▶ **Data items**:
-------------------------

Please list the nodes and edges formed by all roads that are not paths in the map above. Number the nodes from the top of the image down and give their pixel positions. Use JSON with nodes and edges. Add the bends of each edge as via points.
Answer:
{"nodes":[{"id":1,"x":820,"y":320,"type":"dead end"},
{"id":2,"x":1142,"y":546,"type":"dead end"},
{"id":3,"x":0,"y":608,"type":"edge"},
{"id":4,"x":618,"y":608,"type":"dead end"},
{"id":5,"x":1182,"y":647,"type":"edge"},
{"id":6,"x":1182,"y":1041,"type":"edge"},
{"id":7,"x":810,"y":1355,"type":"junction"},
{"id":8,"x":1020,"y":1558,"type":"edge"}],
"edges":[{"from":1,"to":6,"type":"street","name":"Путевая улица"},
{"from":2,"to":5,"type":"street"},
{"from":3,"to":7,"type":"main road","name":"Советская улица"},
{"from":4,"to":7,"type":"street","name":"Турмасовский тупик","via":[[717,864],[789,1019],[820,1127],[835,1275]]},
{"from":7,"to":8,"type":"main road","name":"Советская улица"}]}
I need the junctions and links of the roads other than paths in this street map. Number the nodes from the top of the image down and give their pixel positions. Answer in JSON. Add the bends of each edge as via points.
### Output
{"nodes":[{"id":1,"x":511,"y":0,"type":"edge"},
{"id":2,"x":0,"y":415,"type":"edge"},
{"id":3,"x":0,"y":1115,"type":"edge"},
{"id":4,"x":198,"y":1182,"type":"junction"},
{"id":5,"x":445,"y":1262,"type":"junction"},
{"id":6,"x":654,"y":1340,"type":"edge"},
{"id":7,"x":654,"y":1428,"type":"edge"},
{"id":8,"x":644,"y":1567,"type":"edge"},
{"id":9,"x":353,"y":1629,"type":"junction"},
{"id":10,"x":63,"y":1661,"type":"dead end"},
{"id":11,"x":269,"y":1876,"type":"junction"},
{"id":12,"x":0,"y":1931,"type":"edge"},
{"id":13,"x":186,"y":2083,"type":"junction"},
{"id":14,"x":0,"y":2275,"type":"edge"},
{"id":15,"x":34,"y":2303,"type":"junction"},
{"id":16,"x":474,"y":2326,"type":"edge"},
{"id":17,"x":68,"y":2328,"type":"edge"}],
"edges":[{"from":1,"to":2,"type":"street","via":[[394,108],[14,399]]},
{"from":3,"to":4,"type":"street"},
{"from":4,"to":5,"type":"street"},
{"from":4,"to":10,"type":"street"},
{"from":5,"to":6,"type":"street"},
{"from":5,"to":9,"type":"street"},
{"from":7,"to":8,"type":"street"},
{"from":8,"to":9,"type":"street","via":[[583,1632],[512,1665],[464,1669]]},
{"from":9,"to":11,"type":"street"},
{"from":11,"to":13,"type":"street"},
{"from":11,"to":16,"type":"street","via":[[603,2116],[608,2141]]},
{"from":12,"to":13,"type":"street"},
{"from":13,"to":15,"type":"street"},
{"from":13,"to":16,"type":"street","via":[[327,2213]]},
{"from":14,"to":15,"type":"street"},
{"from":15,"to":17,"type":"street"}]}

-------------------------

▶ **Try it**: The lines above, from the first through the one containing "I need the junctions", must be restated word for word, with nothing added.

▶ **The completed task**:
Please list the nodes and edges formed by all roads that are not paths in the map above. Number the nodes from the top of the image down and give their pixel positions. Use JSON with nodes and edges. Add the bends of each edge as via points.
Answer:
{"nodes":[{"id":1,"x":820,"y":320,"type":"dead end"},
{"id":2,"x":1142,"y":546,"type":"dead end"},
{"id":3,"x":0,"y":608,"type":"edge"},
{"id":4,"x":618,"y":608,"type":"dead end"},
{"id":5,"x":1182,"y":647,"type":"edge"},
{"id":6,"x":1182,"y":1041,"type":"edge"},
{"id":7,"x":810,"y":1355,"type":"junction"},
{"id":8,"x":1020,"y":1558,"type":"edge"}],
"edges":[{"from":1,"to":6,"type":"street","name":"Путевая улица"},
{"from":2,"to":5,"type":"street"},
{"from":3,"to":7,"type":"main road","name":"Советская улица"},
{"from":4,"to":7,"type":"street","name":"Турмасовский тупик","via":[[717,864],[789,1019],[820,1127],[835,1275]]},
{"from":7,"to":8,"type":"main road","name":"Советская улица"}]}
I need the junctions and links of the roads other than paths in this street map. Number the nodes from the top of the image down and give their pixel positions. Answer in JSON. Add the bends of each edge as via points.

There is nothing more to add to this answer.